From 7480b339da6ffa520a1852de1956989c72ca7e89 Mon Sep 17 00:00:00 2001
From: Marcus Castro <mcaxtr@openclaw.ai>
Date: Fri, 24 Apr 2026 21:48:16 -0300
Subject: [PATCH] fix(whatsapp): isolate voice transcripts from commands

---
 CHANGELOG.md                                  |  1 +
 .../monitor/inbound-dispatch.test.ts          | 29 ++++++++++++++
 .../auto-reply/monitor/inbound-dispatch.ts    | 11 ++++--
 .../process-message.audio-preflight.test.ts   | 38 +++++++++++++++----
 .../src/auto-reply/monitor/process-message.ts | 18 +++++----
 5 files changed, 78 insertions(+), 19 deletions(-)
diff --git a/CHANGELOG.md b/CHANGELOG.md
index 7fb5d9526f7..ae547a06fda 100644
--- a/CHANGELOG.md
+++ b/CHANGELOG.md
@@ -155,6 +155,7 @@ Docs: https://docs.openclaw.ai
 - Gateway/startup: await startup sidecars before channel monitors report ready, reducing Discord and plugin startup races while still keeping gateway boot observability intact.
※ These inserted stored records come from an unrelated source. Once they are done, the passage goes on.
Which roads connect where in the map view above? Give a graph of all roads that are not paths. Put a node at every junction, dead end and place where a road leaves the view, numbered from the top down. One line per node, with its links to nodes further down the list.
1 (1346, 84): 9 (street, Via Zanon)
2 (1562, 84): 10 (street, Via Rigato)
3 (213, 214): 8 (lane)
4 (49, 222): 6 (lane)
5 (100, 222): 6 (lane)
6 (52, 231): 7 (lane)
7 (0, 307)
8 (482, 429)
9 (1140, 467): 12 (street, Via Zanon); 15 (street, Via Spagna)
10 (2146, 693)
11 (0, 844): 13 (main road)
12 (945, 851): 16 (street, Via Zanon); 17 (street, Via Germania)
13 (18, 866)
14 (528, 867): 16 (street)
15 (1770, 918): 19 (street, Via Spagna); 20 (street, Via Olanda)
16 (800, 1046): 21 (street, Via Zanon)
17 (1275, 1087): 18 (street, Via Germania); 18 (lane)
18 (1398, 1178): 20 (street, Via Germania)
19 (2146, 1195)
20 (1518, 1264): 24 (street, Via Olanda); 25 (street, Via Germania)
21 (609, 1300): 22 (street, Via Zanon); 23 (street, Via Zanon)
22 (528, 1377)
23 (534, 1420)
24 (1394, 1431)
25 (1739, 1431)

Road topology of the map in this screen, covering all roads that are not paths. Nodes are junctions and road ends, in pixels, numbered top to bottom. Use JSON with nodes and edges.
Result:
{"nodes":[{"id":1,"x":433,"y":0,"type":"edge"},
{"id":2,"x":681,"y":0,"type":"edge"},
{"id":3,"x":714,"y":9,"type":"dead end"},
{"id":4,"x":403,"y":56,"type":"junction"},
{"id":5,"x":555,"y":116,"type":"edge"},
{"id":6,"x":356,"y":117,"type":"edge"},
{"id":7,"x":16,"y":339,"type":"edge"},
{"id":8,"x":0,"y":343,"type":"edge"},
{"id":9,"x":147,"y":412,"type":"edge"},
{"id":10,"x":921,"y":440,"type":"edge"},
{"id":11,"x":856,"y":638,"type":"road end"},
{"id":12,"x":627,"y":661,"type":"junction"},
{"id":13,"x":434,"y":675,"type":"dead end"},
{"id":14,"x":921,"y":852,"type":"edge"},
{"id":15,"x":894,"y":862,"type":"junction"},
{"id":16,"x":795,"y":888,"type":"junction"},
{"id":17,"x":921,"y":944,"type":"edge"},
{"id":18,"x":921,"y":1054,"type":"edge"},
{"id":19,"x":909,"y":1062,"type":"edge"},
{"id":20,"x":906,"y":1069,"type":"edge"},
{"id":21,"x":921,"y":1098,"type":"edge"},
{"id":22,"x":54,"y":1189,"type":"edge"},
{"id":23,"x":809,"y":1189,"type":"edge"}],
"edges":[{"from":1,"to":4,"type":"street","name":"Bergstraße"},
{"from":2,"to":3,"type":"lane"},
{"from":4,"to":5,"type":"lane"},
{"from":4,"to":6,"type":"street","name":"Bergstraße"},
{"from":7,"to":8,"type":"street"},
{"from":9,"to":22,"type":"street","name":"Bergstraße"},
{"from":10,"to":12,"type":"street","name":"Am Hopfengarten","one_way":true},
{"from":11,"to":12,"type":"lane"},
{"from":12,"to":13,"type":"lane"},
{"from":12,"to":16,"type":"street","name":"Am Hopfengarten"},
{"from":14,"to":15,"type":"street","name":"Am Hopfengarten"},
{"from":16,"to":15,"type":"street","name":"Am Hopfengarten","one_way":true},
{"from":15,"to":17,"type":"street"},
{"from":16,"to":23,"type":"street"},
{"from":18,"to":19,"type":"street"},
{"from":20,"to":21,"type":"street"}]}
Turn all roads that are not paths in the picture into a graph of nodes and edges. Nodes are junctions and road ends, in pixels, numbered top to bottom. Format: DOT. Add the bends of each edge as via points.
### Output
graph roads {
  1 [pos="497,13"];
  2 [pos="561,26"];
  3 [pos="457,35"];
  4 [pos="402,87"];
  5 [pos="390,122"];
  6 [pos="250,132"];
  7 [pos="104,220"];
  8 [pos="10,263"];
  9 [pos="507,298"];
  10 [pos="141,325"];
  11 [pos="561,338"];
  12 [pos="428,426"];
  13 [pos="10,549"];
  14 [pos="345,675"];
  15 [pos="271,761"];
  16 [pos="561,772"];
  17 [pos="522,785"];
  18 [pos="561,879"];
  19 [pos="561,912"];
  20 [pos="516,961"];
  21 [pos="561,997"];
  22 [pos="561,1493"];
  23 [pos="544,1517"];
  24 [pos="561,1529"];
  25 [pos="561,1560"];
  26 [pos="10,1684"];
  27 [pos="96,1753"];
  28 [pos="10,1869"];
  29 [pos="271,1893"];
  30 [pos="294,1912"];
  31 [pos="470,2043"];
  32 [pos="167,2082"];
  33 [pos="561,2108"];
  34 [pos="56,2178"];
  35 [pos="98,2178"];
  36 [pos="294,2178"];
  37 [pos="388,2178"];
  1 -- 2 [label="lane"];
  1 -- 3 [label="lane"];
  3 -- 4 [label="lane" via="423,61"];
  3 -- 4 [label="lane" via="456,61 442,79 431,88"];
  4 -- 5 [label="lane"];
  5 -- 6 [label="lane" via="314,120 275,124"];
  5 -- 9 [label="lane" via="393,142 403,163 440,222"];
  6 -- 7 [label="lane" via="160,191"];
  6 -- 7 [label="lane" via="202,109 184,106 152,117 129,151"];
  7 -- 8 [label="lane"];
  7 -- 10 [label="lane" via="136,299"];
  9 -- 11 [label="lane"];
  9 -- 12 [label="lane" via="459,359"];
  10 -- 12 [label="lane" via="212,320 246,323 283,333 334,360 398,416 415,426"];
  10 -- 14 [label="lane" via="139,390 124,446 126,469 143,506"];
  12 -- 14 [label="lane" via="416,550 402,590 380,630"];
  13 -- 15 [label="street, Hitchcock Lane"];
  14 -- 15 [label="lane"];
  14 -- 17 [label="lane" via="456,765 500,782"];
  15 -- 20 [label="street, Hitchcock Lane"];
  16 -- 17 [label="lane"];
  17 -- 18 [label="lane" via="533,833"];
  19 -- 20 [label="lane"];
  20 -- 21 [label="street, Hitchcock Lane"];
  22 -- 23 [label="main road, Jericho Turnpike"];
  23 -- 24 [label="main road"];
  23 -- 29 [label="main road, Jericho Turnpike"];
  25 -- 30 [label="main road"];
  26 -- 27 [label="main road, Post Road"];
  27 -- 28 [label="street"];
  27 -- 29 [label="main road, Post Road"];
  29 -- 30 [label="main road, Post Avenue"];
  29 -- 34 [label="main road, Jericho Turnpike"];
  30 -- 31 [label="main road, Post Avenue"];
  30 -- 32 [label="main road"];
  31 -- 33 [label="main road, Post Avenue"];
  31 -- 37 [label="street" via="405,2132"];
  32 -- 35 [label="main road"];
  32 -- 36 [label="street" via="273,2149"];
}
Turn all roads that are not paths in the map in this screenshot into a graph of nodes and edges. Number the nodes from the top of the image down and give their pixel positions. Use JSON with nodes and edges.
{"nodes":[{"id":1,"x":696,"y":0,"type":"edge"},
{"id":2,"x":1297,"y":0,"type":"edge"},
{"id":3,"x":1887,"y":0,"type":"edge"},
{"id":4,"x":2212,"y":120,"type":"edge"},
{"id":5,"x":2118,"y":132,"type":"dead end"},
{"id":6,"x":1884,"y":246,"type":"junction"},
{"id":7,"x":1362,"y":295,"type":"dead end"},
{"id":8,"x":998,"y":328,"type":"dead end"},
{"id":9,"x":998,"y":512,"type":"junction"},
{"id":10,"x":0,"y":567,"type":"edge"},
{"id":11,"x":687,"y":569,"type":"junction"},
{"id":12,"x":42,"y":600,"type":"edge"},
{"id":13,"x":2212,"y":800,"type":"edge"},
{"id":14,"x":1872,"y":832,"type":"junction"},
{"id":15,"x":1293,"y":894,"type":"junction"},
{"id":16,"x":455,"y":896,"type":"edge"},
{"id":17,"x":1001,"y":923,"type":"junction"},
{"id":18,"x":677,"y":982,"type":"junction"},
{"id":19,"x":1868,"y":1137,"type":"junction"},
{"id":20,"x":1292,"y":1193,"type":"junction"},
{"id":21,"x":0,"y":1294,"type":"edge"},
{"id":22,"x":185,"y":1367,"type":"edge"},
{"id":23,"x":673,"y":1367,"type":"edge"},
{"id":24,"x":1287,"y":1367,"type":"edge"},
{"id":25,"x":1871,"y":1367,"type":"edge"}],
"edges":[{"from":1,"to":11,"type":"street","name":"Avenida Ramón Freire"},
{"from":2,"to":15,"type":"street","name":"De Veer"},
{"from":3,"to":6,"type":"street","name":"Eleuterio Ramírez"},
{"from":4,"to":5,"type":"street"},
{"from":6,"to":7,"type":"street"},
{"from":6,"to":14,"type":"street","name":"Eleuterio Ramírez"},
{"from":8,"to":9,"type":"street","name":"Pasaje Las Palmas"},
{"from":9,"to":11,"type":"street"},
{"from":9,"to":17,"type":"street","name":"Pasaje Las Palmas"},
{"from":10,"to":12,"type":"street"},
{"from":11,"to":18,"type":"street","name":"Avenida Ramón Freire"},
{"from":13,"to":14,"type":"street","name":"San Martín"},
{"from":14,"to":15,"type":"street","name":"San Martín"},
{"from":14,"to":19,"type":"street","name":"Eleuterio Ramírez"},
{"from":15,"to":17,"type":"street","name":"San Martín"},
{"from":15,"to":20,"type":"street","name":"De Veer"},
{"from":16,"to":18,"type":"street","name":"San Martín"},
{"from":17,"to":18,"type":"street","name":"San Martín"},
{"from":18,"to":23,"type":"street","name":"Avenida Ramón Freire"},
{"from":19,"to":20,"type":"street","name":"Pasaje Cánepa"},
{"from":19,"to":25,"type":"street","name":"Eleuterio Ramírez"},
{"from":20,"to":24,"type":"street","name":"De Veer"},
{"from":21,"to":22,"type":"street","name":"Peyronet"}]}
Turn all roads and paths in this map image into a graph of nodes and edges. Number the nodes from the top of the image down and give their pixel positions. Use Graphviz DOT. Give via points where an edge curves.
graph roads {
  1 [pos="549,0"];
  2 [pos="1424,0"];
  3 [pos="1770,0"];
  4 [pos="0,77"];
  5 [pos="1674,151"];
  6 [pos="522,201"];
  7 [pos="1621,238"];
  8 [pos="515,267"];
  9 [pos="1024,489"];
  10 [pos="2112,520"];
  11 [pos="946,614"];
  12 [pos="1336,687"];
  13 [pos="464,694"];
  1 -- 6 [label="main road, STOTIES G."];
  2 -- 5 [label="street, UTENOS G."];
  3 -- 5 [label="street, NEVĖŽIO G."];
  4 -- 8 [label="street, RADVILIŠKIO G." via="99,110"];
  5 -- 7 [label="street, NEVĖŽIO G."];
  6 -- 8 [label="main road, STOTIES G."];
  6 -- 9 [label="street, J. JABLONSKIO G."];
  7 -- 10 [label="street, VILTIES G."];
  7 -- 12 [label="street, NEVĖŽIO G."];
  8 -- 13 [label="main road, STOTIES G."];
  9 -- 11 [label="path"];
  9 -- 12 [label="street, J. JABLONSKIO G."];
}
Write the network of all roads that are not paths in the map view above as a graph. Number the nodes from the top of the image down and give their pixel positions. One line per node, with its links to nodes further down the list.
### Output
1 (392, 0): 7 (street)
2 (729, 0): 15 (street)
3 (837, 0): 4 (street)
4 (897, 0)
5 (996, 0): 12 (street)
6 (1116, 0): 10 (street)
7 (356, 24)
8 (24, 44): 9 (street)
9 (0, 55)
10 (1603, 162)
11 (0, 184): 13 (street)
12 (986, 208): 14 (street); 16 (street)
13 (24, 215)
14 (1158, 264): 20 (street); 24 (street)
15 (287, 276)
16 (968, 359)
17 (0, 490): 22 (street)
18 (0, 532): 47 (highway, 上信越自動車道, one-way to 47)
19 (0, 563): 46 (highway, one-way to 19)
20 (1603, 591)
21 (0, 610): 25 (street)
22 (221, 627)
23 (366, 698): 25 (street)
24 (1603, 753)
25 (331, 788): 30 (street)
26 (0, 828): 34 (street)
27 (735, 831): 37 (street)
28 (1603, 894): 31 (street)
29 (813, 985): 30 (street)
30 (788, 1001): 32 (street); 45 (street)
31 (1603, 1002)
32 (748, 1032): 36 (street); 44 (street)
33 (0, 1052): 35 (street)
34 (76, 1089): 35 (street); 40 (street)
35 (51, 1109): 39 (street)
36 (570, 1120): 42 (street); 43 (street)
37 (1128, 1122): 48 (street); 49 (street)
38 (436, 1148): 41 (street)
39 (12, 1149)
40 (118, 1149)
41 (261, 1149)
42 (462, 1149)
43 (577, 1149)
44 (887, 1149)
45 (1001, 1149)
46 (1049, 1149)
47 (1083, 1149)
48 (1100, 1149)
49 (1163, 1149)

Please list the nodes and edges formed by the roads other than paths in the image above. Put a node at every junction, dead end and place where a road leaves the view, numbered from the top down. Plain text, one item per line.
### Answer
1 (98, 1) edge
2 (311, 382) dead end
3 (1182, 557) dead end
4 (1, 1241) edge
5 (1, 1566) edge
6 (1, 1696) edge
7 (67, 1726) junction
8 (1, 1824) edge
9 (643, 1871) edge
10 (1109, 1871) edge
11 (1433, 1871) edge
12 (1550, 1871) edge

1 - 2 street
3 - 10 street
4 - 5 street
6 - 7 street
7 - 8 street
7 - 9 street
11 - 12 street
Thanks @steipete.
 - Plugins/Google Meet: report required manual actions for Chrome joins, use browser automation for Meet entry, and persist the private-WS node opt-in so paired-node realtime sessions keep their intended network policy. Thanks @steipete.
 - Slack: route native stream fallback replies through the normal chunked sender so long buffered Slack Connect responses are not dropped or duplicated. (#71124) Thanks @martingarramon.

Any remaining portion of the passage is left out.